Cut a strip of the RGB LED light strip to 57 LEDs. Stick them in the channel with the 57th LED close to the top and working down. This should leave a few inches of the channel without LEDs. This part will be pressed down in the center of the base of the box. Solder three wires on the strip to be fed down the center and soldered to the board.

The PCB goes in first. Then install the two XLR jacks and solder a set of wires to connect loop-through from one XLR to the other and another set of wires to go to the PCB. Both PIN1 of the XLR jacks should be connected and also the "1" of the PCB. The same goes for PIN2 and PIN3. The jacks can be secured with M3-10 screws and nuts.

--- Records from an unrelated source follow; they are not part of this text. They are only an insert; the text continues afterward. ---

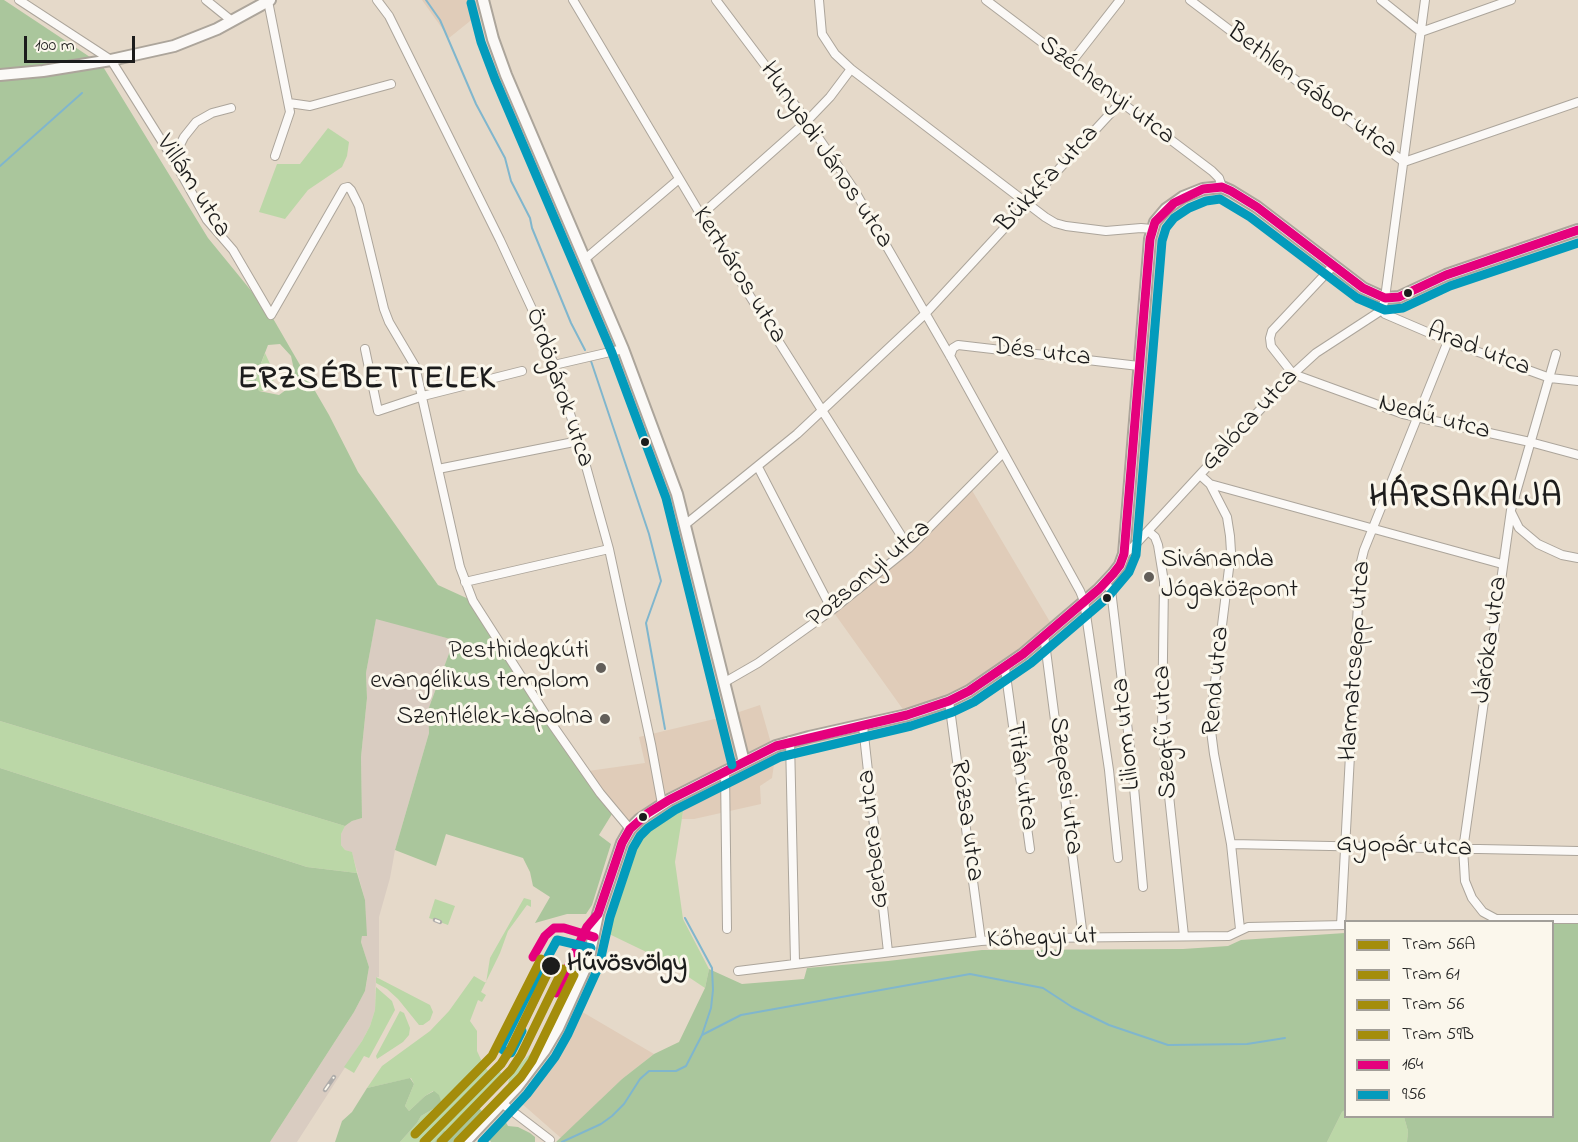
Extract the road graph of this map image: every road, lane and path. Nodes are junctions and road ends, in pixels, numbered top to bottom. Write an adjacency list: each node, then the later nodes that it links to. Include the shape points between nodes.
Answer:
1 (19, 0): 17 (street)
2 (206, 0): 15 (street)
3 (269, 0): 15 (main road); 23 (street)
4 (377, 0): 47 (street, Ördögárok utca, via 389,16 505,250)
5 (483, 0): 36 (main road, via 506,75)
6 (573, 0): 30 (street, Kertváros utca)
7 (716, 0): 26 (street, Hunyadi János utca)
8 (819, 0): 19 (street, via 822,34)
9 (986, 0): 18 (street, Széchenyi utca)
10 (1120, 0): 18 (street)
11 (1190, 0): 29 (street, Bethlen Gábor utca)
12 (1380, 0): 16 (street)
13 (1425, 0): 16 (street)
14 (1511, 0): 16 (street)
15 (232, 21): 17 (main road, via 174,46)
16 (1421, 32): 29 (street)
17 (111, 60): 20 (main road); 28 (street, Villám utca)
18 (1070, 64): 24 (street, Széchenyi utca)
19 (851, 69): 26 (street); 32 (street)
20 (0, 75)
21 (391, 84): 23 (street, via 310,106)
22 (1578, 102): 29 (street)
23 (289, 103): 27 (street, via 290,112)
24 (1120, 103): 31 (street, Széchenyi utca, via 1212,171); 32 (street, Bükkfa utca)
25 (231, 108): 28 (street, via 196,122)
26 (807, 121): 33 (street); 40 (street, Hunyadi János utca, via 853,188)
27 (275, 156)
28 (173, 159): 52 (street, Villám utca, via 207,220 233,250 272,315 348,187 359,206 384,309 415,366)
29 (1404, 162): 38 (street)
30 (679, 179): 33 (street, Kertváros utca); 36 (street)
31 (1222, 188): 34 (main road, via 1203,189 1183,197 1166,209); 37 (main road, via 1249,201)
32 (1028, 203): 34 (street, via 1055,223 1066,226 1106,231); 40 (street, Bükkfa utca)
33 (701, 215): 53 (street, Kertváros utca)
34 (1152, 229): 46 (main road)
35 (1578, 230): 38 (main road, via 1446,275 1399,297)
36 (585, 259): 42 (main road)
37 (1333, 266): 38 (main road, via 1363,288); 49 (street, via 1272,331 1271,346)
38 (1385, 298): 39 (street)
39 (1382, 310): 41 (street, Arad utca); 49 (street, Galóca utca, via 1316,353)
40 (926, 314): 45 (street, Hunyadi János utca); 53 (street, Bükkfa utca)
41 (1448, 341): 50 (street, Arad utca); 54 (street, Harmatcsepp utca)
42 (623, 349): 47 (street); 64 (main road)
43 (365, 350): 52 (street, via 378,411)
44 (1556, 354): 50 (street, Járóka utca)
45 (950, 356): 46 (street, Dés utca, via 958,345); 57 (street, Hunyadi János utca)
46 (1135, 365): 69 (main road)
47 (554, 366): 55 (street, Ördögárok utca)
48 (522, 371): 52 (street)
49 (1293, 374): 54 (street, Nedű utca); 61 (street, Galóca utca)
50 (1550, 378): 51 (street, Arad utca); 56 (street, Járóka utca)
51 (1578, 381)
52 (423, 396): 60 (street)
53 (822, 411): 59 (street, Bükkfa utca); 67 (street, Kertváros utca)
54 (1418, 418): 56 (street, Nedű utca); 65 (street, Harmatcsepp utca)
55 (579, 441): 60 (street); 68 (street, Ördögárok utca)
56 (1530, 442): 58 (street, Nedű utca); 63 (street, Járóka utca)
57 (1003, 453): 67 (street, Pozsonyi utca); 74 (street, Hunyadi János utca)
58 (1578, 455)
59 (758, 467): 64 (street, Bükkfa utca); 75 (street)
60 (438, 469): 72 (street)
61 (1200, 476): 62 (street, Rend utca); 66 (street, Galóca utca)
62 (1210, 484): 65 (street); 86 (street, Rend utca, via 1227,517 1231,552 1210,723)
63 (1511, 510): 70 (street, via 1519,528 1538,544); 71 (street, Járóka utca)
64 (686, 524): 78 (main road)
65 (1373, 528): 71 (street); 87 (street, Harmatcsepp utca, via 1360,566)
66 (1148, 531): 69 (street, Galóca utca); 97 (street, Szegfű utca, via 1158,545 1164,582 1162,730)
67 (909, 548): 75 (street, Pozsonyi utca)
68 (609, 549): 72 (street); 84 (street, Ördögárok utca)
69 (1124, 554): 73 (main road)
70 (1578, 558)
71 (1502, 564): 89 (street, Járóka utca)
72 (465, 582): 85 (street, via 473,601 549,720 600,794)
73 (1105, 583): 74 (main road); 92 (street, Liliom utca, via 1111,590)
74 (1084, 601): 76 (main road); 91 (street, Hunyadi János utca)
75 (832, 610): 78 (street, Pozsonyi utca)
76 (1044, 635): 77 (main road); 98 (street, Szepesi utca)
77 (1005, 668): 79 (main road); 88 (street, Titán utca)
78 (725, 682): 82 (main road)
79 (949, 700): 80 (main road); 99 (street, Rózsa utca)
80 (863, 726): 81 (main road); 100 (street, Gerbera utca)
81 (790, 741): 82 (main road); 101 (street)
82 (744, 762): 83 (main road)
83 (725, 771): 84 (main road); 95 (street)
84 (662, 804): 85 (main road)
85 (630, 829): 103 (main road, via 614,863 588,962 569,1005 545,1050)
86 (1231, 844): 87 (street, Gyopár utca); 96 (street, Rend utca)
87 (1346, 846): 89 (street, Gyopár utca); 94 (street, Harmatcsepp utca)
88 (1030, 849)
89 (1463, 850): 90 (street, Gyopár utca); 93 (street, Járóka utca, via 1465,881 1483,912 1496,919)
90 (1578, 851)
91 (1118, 858)
92 (1143, 887)
93 (1578, 918)
94 (1343, 925): 96 (street, Kőhegyi út)
95 (727, 929)
96 (1240, 930): 97 (street, Kőhegyi út, via 1229,936)
97 (1184, 936): 98 (street, Kőhegyi út)
98 (1083, 937): 99 (street, Kőhegyi út)
99 (981, 941): 100 (street, Kőhegyi út)
100 (888, 952): 101 (street, Kőhegyi út)
101 (795, 963): 102 (street, Kőhegyi út)
102 (738, 971)
103 (504, 1104): 104 (street); 105 (main road)
104 (550, 1140)
105 (465, 1142)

I used tapered head screws and they fit very flush.

Next, feed the three wires of the RGB LEDs and channel down through the center and out the square hole. It may be a very tight fit. Mine was just perfect, but the tolerances may vary from printer to printer. Make sure to get the connections correct as they are soldered to the PCB.

Next, install the IEC320 C14 AC socket with three wires connected to the terminals. Again mounting with the same M3-10 screws and nuts. Also mount the single snap-in outlet and connect all the wires. The ground will only go to the outlet. AC Line and Neutral will pass though the snap-in outlet and continue to the PCB to be soldered.

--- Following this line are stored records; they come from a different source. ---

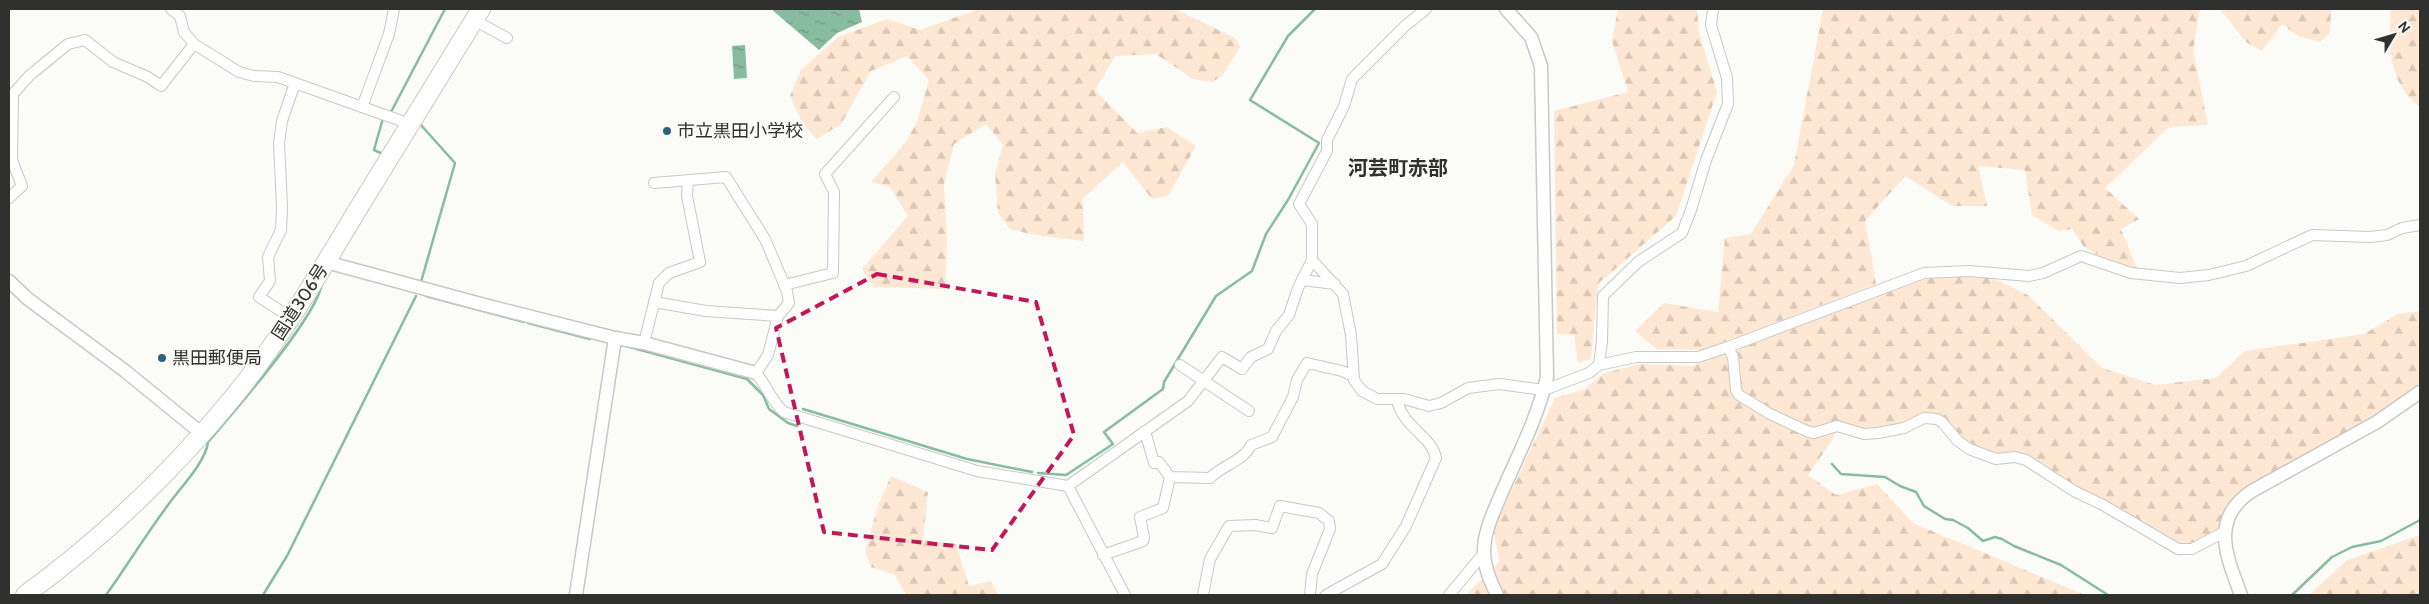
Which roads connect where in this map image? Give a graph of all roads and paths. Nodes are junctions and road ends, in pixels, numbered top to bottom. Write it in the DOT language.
graph roads {
  1 [pos="171,9"];
  2 [pos="394,9"];
  3 [pos="1426,9"];
  4 [pos="1506,9"];
  5 [pos="1713,9"];
  6 [pos="478,14"];
  7 [pos="507,38"];
  8 [pos="194,44"];
  9 [pos="295,83"];
  10 [pos="894,97"];
  11 [pos="362,107"];
  12 [pos="410,124"];
  13 [pos="688,180"];
  14 [pos="654,183"];
  15 [pos="9,198"];
  16 [pos="2420,225"];
  17 [pos="1312,260"];
  18 [pos="326,262"];
  19 [pos="1302,280"];
  20 [pos="9,281"];
  21 [pos="1335,284"];
  22 [pos="784,285"];
  23 [pos="654,302"];
  24 [pos="778,316"];
  25 [pos="290,317"];
  26 [pos="615,338"];
  27 [pos="644,343"];
  28 [pos="1728,347"];
  29 [pos="1180,365"];
  30 [pos="1599,365"];
  31 [pos="756,373"];
  32 [pos="1353,376"];
  33 [pos="1204,383"];
  34 [pos="1544,390"];
  35 [pos="2420,392"];
  36 [pos="1397,400"];
  37 [pos="1249,411"];
  38 [pos="1145,431"];
  39 [pos="201,433"];
  40 [pos="1170,477"];
  41 [pos="1068,486"];
  42 [pos="2224,532"];
  43 [pos="1484,553"];
  44 [pos="1103,555"];
  45 [pos="25,595"];
  46 [pos="576,595"];
  47 [pos="1125,595"];
  48 [pos="1202,595"];
  49 [pos="1310,595"];
  50 [pos="1326,595"];
  51 [pos="1449,595"];
  52 [pos="1497,595"];
  53 [pos="2241,595"];
  1 -- 8 [label="street"];
  2 -- 11 [label="street"];
  3 -- 17 [label="street"];
  4 -- 34 [label="street"];
  5 -- 30 [label="street"];
  6 -- 7 [label="street"];
  6 -- 12 [label="highway, 国道306号"];
  8 -- 9 [label="street"];
  8 -- 15 [label="street"];
  9 -- 11 [label="street"];
  9 -- 25 [label="street"];
  10 -- 22 [label="street"];
  11 -- 12 [label="street"];
  12 -- 18 [label="highway, 国道306号"];
  13 -- 14 [label="street"];
  13 -- 22 [label="street"];
  13 -- 23 [label="street"];
  16 -- 28 [label="street"];
  17 -- 19 [label="street"];
  17 -- 21 [label="street"];
  18 -- 25 [label="highway, 国道306号"];
  18 -- 26 [label="street"];
  19 -- 21 [label="street"];
  19 -- 33 [label="street"];
  20 -- 39 [label="street"];
  21 -- 32 [label="street"];
  22 -- 24 [label="street"];
  23 -- 24 [label="street"];
  23 -- 27 [label="street"];
  24 -- 31 [label="street"];
  25 -- 39 [label="highway, 国道306号"];
  26 -- 27 [label="street"];
  26 -- 46 [label="street"];
  27 -- 31 [label="street"];
  28 -- 30 [label="street"];
  28 -- 42 [label="street"];
  29 -- 33 [label="street"];
  30 -- 34 [label="street"];
  31 -- 41 [label="street"];
  32 -- 36 [label="street"];
  32 -- 40 [label="street"];
  33 -- 37 [label="street"];
  33 -- 38 [label="street"];
  34 -- 36 [label="street"];
  34 -- 43 [label="street"];
  35 -- 42 [label="street"];
  36 -- 50 [label="street"];
  38 -- 40 [label="street"];
  38 -- 41 [label="street"];
  39 -- 45 [label="highway, 国道306号"];
  40 -- 44 [label="street"];
  41 -- 44 [label="street"];
  42 -- 53 [label="street"];
  43 -- 51 [label="street"];
  43 -- 52 [label="street"];
  44 -- 47 [label="street"];
  48 -- 49 [label="street"];
}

Before installing the lid, it's best to upload the code and test. Actually it would have been a good idea to test many times before this point. I tested constantly and usually had some small issue to solve, most being mistakes made during testing. It is very critical to get pins 2 and 3 correct of the DMX differential pair. I got mine turned around once during testing and spent two hours trying to figure out why a previously working circuit no longer works. I just assumed it wouldn't matter since they are a pair. Lesson learned.

Once everything is tested and working. The lid can be slid down over the top. The fit to the center section is very tight to help hold it from flexing and braking. The edges of the center stand-off may need to be filed slightly to get the lid to fit all the way down. Make sure there are no wires interfering with the screw holes.

I also snapped on a smoke cover onto the channel and topped it off with a cap that came with the channel. This cleaned it up quite a bit.

I built four units at the same time. So having four PWBs and other parts unit bulk helped quite a bit. I've been extremely happy with the results. Originally I wanted to fill the box with clear epoxy and no lit, but I was worried about the components getting hot and not being able to cool in the epoxy. Epoxy, when cured, can be very heavy and this would give it a lot of weight to help it stand up. However, the modular power supply and all of the other components gave it enough weight that it's not a problem.

I connected all of them to my lighting controller and daisy-chained them together. They all worked very well. There is a extremely slight delay as it has to write to each LED, but it's not an issue. The only time you would notice it is during extremely fast changing of colors. I also connected my Chauvet Par 56 RGB LED unit with my built units and they played well together and the colors were spot on.

The addressing can be from 1-511. I chose not to go higher as I only have four other lights. However, a slight change in code to use DIP10 and it could be extended higher. Speaking of DIP10, at the last minute, I left some additional code in if DIP10 is set to ON. It limits the height of the light bar. When receiving the DMX signal from 0-255 (fader) and maps it to 0-57, the number of LEDs. So channel 4 could be used to create a "VU" meter effect or something. If you are good with coding, it could be changed quite a bit and more channels added for different effects. There is a lot for future available.

Now I just need my daughter to have another gig where I can bring the lights out. Enjoy!